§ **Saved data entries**

╭──

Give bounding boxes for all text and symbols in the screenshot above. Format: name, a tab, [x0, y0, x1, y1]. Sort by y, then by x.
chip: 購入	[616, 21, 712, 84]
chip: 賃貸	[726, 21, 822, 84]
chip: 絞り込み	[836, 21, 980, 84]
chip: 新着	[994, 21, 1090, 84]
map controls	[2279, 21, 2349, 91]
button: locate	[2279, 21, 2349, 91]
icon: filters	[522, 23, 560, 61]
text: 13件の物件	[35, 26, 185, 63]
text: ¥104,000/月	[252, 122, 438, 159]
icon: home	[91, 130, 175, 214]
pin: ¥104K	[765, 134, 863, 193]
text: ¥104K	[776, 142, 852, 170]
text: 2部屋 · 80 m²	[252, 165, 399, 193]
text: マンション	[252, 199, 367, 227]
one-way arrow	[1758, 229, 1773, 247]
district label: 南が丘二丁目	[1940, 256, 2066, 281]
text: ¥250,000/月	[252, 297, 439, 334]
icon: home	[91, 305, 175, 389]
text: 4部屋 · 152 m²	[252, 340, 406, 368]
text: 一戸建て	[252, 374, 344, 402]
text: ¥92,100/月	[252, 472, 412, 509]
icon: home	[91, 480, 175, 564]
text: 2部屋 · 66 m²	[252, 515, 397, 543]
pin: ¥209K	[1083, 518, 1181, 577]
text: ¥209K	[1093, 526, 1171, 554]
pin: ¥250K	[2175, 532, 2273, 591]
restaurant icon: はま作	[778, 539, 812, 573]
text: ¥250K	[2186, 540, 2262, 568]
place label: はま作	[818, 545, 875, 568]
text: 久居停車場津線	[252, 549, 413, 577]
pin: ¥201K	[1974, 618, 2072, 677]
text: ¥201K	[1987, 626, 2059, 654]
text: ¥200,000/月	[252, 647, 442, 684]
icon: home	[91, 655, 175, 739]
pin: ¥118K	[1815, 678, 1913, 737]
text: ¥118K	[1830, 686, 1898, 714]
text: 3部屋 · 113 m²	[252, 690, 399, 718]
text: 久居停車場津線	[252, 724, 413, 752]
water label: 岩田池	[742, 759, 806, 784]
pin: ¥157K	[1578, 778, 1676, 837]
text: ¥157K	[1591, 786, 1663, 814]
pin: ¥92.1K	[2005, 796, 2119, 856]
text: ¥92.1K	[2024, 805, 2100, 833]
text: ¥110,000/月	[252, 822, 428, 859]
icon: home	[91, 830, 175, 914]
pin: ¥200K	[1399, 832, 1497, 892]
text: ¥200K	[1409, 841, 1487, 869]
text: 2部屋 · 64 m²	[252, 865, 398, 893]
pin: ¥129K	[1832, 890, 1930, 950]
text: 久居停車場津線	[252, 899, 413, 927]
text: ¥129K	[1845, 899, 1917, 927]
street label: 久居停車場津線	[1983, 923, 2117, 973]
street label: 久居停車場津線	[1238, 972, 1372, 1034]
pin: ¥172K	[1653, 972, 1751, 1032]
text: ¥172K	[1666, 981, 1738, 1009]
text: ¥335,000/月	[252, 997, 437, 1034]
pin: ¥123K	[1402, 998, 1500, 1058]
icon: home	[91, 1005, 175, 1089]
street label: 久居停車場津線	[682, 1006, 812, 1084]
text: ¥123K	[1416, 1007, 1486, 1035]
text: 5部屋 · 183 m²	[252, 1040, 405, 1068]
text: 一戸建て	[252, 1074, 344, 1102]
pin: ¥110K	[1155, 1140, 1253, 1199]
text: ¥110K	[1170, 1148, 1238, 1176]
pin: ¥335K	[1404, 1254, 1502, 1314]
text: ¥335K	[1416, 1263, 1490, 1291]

╰──

§ **WHAT IS EXPECTED**
Write out every entry exactly as given.

§ **ANSWER SPACE**
Give bounding boxes for all text and symbols in the screenshot above. Format: name, a tab, [x0, y0, x1, y1]. Sort by y, then by x.
chip: 購入	[616, 21, 712, 84]
chip: 賃貸	[726, 21, 822, 84]
chip: 絞り込み	[836, 21, 980, 84]
chip: 新着	[994, 21, 1090, 84]
map controls	[2279, 21, 2349, 91]
button: locate	[2279, 21, 2349, 91]
icon: filters	[522, 23, 560, 61]
text: 13件の物件	[35, 26, 185, 63]
text: ¥104,000/月	[252, 122, 438, 159]
icon: home	[91, 130, 175, 214]
pin: ¥104K	[765, 134, 863, 193]
text: ¥104K	[776, 142, 852, 170]
text: 2部屋 · 80 m²	[252, 165, 399, 193]
text: マンション	[252, 199, 367, 227]
one-way arrow	[1758, 229, 1773, 247]
district label: 南が丘二丁目	[1940, 256, 2066, 281]
text: ¥250,000/月	[252, 297, 439, 334]
icon: home	[91, 305, 175, 389]
text: 4部屋 · 152 m²	[252, 340, 406, 368]
text: 一戸建て	[252, 374, 344, 402]
text: ¥92,100/月	[252, 472, 412, 509]
icon: home	[91, 480, 175, 564]
text: 2部屋 · 66 m²	[252, 515, 397, 543]
pin: ¥209K	[1083, 518, 1181, 577]
text: ¥209K	[1093, 526, 1171, 554]
pin: ¥250K	[2175, 532, 2273, 591]
restaurant icon: はま作	[778, 539, 812, 573]
text: ¥250K	[2186, 540, 2262, 568]
place label: はま作	[818, 545, 875, 568]
text: 久居停車場津線	[252, 549, 413, 577]
pin: ¥201K	[1974, 618, 2072, 677]
text: ¥201K	[1987, 626, 2059, 654]
text: ¥200,000/月	[252, 647, 442, 684]
icon: home	[91, 655, 175, 739]
pin: ¥118K	[1815, 678, 1913, 737]
text: ¥118K	[1830, 686, 1898, 714]
text: 3部屋 · 113 m²	[252, 690, 399, 718]
text: 久居停車場津線	[252, 724, 413, 752]
water label: 岩田池	[742, 759, 806, 784]
pin: ¥157K	[1578, 778, 1676, 837]
text: ¥157K	[1591, 786, 1663, 814]
pin: ¥92.1K	[2005, 796, 2119, 856]
text: ¥92.1K	[2024, 805, 2100, 833]
text: ¥110,000/月	[252, 822, 428, 859]
icon: home	[91, 830, 175, 914]
pin: ¥200K	[1399, 832, 1497, 892]
text: ¥200K	[1409, 841, 1487, 869]
text: 2部屋 · 64 m²	[252, 865, 398, 893]
pin: ¥129K	[1832, 890, 1930, 950]
text: 久居停車場津線	[252, 899, 413, 927]
text: ¥129K	[1845, 899, 1917, 927]
street label: 久居停車場津線	[1983, 923, 2117, 973]
street label: 久居停車場津線	[1238, 972, 1372, 1034]
pin: ¥172K	[1653, 972, 1751, 1032]
text: ¥172K	[1666, 981, 1738, 1009]
text: ¥335,000/月	[252, 997, 437, 1034]
pin: ¥123K	[1402, 998, 1500, 1058]
icon: home	[91, 1005, 175, 1089]
street label: 久居停車場津線	[682, 1006, 812, 1084]
text: ¥123K	[1416, 1007, 1486, 1035]
text: 5部屋 · 183 m²	[252, 1040, 405, 1068]
text: 一戸建て	[252, 1074, 344, 1102]
pin: ¥110K	[1155, 1140, 1253, 1199]
text: ¥110K	[1170, 1148, 1238, 1176]
pin: ¥335K	[1404, 1254, 1502, 1314]
text: ¥335K	[1416, 1263, 1490, 1291]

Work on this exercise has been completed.